Other diseases may also have similar symptoms including regular arthritis, which embodies joint pain and restricted movement. Fibromyalgia also causes chronic fatigue; body pains and stiffness and inflammation of the kidney may be attributed to Glomerulonephritis. In Sjogren’s syndrome, there may be dry eyes and dry mouth symptoms while vasculitis involves inflammation of the blood vessels.
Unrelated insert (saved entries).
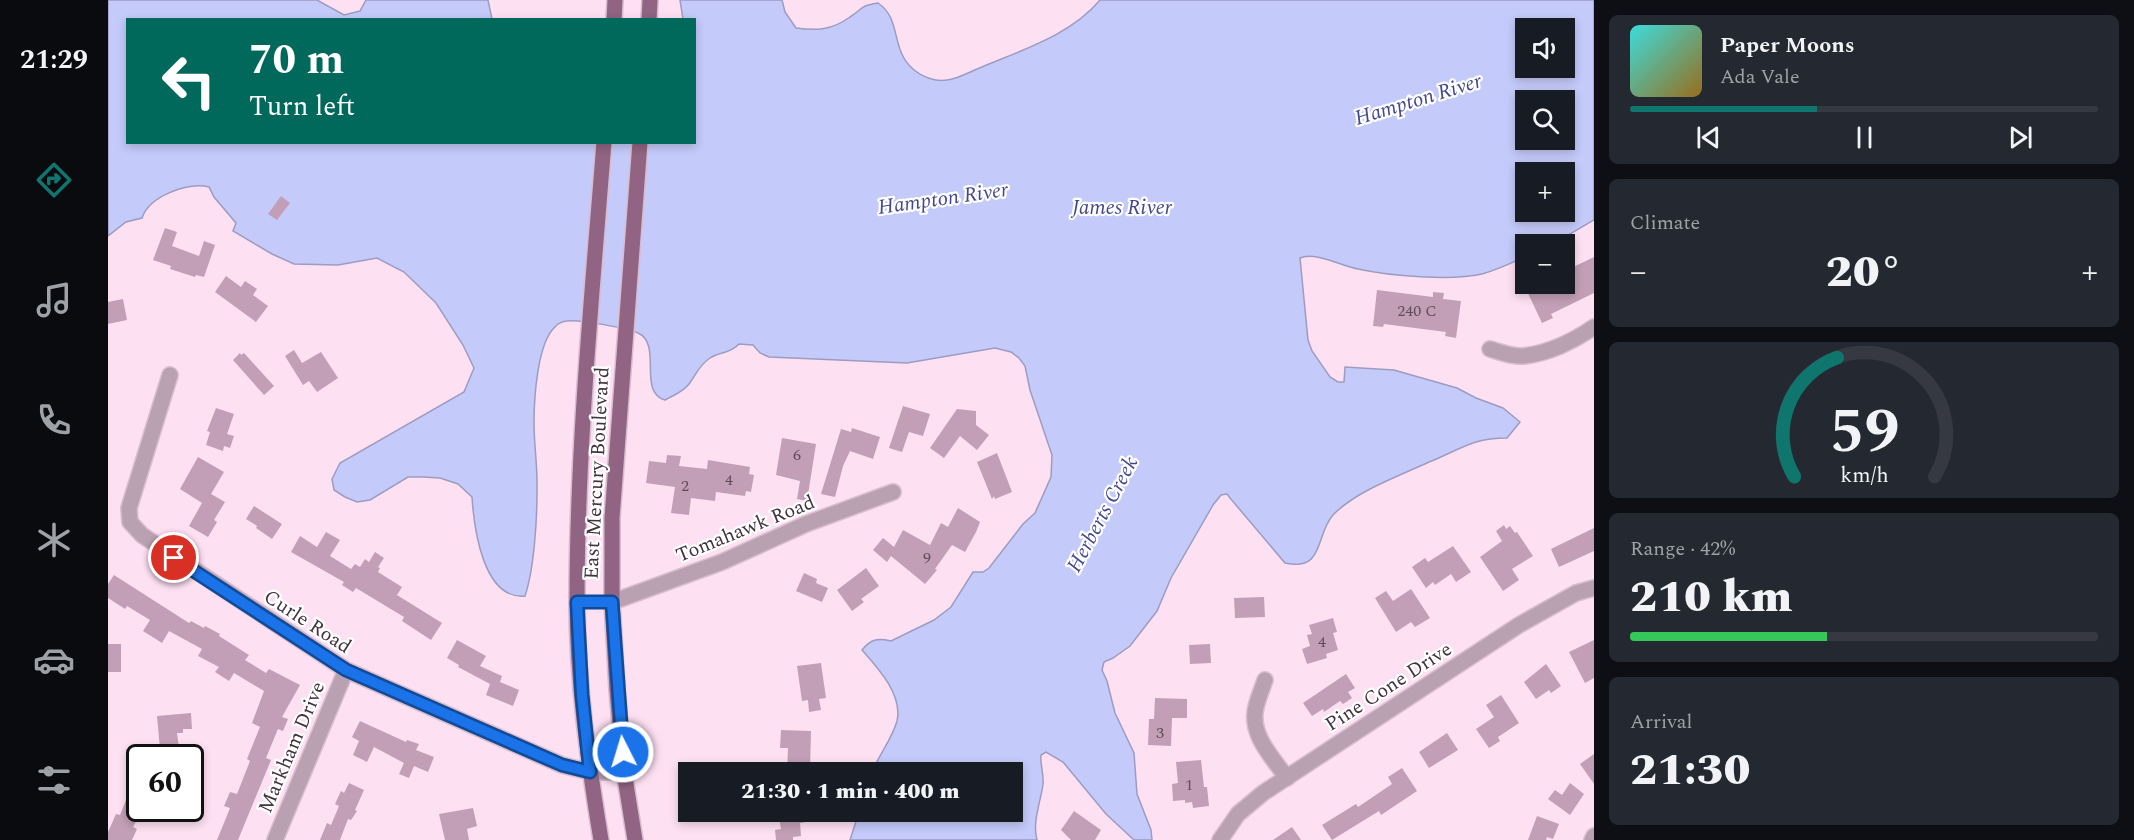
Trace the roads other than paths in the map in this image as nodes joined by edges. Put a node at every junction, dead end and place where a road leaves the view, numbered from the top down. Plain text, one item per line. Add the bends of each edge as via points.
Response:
1 (615, 0) edge
2 (650, 0) edge
3 (614, 18) edge
4 (649, 18) edge
5 (604, 144) edge
6 (640, 144) edge
7 (1594, 327) edge
8 (1490, 349) dead end
9 (170, 375) dead end
10 (893, 492) dead end
11 (1594, 588) edge
12 (577, 602) junction
13 (612, 602) junction
14 (346, 670) junction
15 (1265, 680) dead end
16 (590, 772) junction
17 (624, 772) junction
18 (1287, 778) junction
19 (275, 840) edge
20 (601, 840) edge
21 (635, 840) edge
22 (1220, 840) edge

1 - 3 main road
2 - 4 main road
5 - 12 main road, East Mercury Boulevard via 582,435
6 - 13 main road, East Mercury Boulevard via 612,518
7 - 8 street via 1571,340 1521,357
9 - 14 street, Curle Road via 129,508 130,522 155,546
10 - 13 street, Tomahawk Road
11 - 18 street, Pine Cone Drive via 1576,593 1519,625
12 - 13 lane
12 - 16 main road, East Mercury Boulevard
13 - 17 main road, East Mercury Boulevard
14 - 16 street, Curle Road via 562,765
14 - 19 street, Markham Drive
15 - 18 street via 1255,708 1255,724 1261,742
16 - 17 street, Curle Road
16 - 20 main road, East Mercury Boulevard
17 - 21 main road, East Mercury Boulevard
18 - 22 street, Pine Cone Drive via 1238,814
Some other typical misdiagnoses are included below:
- Loss of weight, swollen lymph glands and fever that is associated with lupus may be misdiagnosed as cancer
- Exhaustion and chronic fatigue associated with lupus may be misdiagnosed as being caused by anemia, diabetes or fibromyalgia.
- Joint pain and inflammations associated with lupus may be misdiagnosed as arthritis
- Mastitis found in a lupus patient may be wrongfully diagnosed as a breast tumor
- Epilepsy or schizophrenia may be diagnosed in cases where neurological symptoms are actually caused by lupus
- Movement disorders related to the neurological symptoms of lupus may be classified as Parkinson’s disease
- Chronic organic encephalopathy associated with lupus may be attributed to degenerative dementia
- Reduction in the white blood cell count or thrombocyte count may be wrongly diagnosed as cases of leukemia or SLE
The failure to correctly diagnose Lupus or its misdiagnoses may be attributed or associated with the following:
- The ability of the symptoms of lupus to become relapsed or enter periods of remission where the symptoms temporarily disappear can cause misdiagnosis
- Symptoms of lupus has also been known to mimic the symptoms of other illnesses
- There is currently no conclusive test for the lupus condition that can diagnose lupus and produce unambiguous results, which means that testing may take months or even years to obtain an accurate diagnosis.
- If the condition is co-existing with other autoimmune conditions such as rheumatoid arthritis, diagnoses may be significantly more challenging due to the overlapping symptoms
- The manifestations of lupus symptoms vary among patients with some being mild while others take on aggressive forms
- The most definitive form of the Lupus condition is the butterfly-shaped rash. This rash only appears in 1/3rd of the case of Lupus and many health professionals will not consider systemic lupus erythematosus if this rash is absent
- Systemic lupus erythematosus is wrongly considered as an adult disease and it is not evaluated as a likelihood in children
- Fatigue and malaise in children is often misinterpreted as just tiredness or mild exhaustion
- Symptoms of lupus are very widespread and may affect several parts of the body, which makes it quite challenging to understand
There are other reasons that can be pinned as causes of lupus misdiagnoses, but it is highly important that the right set of measures are being researched and developed to obtain accurate evaluation. Delayed diagnosis of lupus has many adverse effects and may lead to the further damage of critical organs in the body.